Source records:
■ ■ ■

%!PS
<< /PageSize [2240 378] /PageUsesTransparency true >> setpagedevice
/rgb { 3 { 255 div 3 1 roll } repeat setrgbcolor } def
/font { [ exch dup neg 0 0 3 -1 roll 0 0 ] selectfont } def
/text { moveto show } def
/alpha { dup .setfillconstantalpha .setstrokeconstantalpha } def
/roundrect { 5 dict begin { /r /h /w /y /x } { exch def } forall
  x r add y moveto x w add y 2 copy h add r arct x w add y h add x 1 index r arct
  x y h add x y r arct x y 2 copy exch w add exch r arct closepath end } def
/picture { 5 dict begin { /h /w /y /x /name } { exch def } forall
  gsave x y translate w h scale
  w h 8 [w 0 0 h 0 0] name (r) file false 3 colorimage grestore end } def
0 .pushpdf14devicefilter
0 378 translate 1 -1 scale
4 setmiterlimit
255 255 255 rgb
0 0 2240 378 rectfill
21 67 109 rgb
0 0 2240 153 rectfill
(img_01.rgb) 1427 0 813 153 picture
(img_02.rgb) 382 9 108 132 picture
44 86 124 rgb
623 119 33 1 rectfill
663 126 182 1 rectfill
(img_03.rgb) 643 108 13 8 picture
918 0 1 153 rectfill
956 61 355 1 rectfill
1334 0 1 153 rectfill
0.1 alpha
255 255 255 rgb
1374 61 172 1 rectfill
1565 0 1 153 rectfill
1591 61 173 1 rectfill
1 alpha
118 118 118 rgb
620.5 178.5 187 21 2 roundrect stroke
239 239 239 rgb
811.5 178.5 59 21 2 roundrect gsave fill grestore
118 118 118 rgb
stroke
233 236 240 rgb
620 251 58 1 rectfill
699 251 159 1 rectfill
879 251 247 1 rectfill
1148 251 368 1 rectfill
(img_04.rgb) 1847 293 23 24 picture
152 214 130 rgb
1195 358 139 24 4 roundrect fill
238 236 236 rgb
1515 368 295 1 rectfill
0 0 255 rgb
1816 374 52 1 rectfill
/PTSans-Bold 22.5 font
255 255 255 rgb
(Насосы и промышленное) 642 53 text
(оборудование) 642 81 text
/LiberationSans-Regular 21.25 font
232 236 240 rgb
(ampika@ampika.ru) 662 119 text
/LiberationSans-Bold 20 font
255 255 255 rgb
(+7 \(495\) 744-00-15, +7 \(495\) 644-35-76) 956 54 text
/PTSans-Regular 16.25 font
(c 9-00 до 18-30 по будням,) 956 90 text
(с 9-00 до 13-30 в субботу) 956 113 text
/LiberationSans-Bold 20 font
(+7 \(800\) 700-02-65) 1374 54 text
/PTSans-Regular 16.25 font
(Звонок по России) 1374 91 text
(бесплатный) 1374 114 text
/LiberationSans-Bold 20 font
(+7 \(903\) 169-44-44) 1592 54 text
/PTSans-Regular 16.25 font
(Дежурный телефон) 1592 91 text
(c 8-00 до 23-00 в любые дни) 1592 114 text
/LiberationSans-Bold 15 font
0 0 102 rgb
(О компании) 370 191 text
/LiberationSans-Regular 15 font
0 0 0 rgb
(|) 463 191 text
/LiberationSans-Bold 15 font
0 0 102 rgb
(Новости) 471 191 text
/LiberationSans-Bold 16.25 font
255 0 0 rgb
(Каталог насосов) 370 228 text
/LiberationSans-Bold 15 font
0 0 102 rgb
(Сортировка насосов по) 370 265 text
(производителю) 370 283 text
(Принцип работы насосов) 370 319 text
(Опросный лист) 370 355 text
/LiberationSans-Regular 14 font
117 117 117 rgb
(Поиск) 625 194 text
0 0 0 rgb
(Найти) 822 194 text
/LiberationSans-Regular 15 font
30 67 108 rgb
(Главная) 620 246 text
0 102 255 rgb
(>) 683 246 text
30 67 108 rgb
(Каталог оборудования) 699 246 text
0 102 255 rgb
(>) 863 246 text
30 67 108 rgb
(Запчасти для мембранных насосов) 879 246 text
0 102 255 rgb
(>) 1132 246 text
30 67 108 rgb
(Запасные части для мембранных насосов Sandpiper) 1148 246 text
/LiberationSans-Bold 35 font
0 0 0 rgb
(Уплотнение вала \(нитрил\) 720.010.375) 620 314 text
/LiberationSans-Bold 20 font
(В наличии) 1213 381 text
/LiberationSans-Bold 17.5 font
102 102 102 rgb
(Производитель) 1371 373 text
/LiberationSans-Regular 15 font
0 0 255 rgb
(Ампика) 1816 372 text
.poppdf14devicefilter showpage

■ ■ ■

◆ ACTION ITEM ◆
Exactly as written, repeat each line from the beginning of the data above to the line containing "0 378 translate 1 -1 scale", inclusive.

◆ RESULT FOR THIS TASK ◆
%!PS
<< /PageSize [2240 378] /PageUsesTransparency true >> setpagedevice
/rgb { 3 { 255 div 3 1 roll } repeat setrgbcolor } def
/font { [ exch dup neg 0 0 3 -1 roll 0 0 ] selectfont } def
/text { moveto show } def
/alpha { dup .setfillconstantalpha .setstrokeconstantalpha } def
/roundrect { 5 dict begin { /r /h /w /y /x } { exch def } forall
  x r add y moveto x w add y 2 copy h add r arct x w add y h add x 1 index r arct
  x y h add x y r arct x y 2 copy exch w add exch r arct closepath end } def
/picture { 5 dict begin { /h /w /y /x /name } { exch def } forall
  gsave x y translate w h scale
  w h 8 [w 0 0 h 0 0] name (r) file false 3 colorimage grestore end } def
0 .pushpdf14devicefilter
0 378 translate 1 -1 scale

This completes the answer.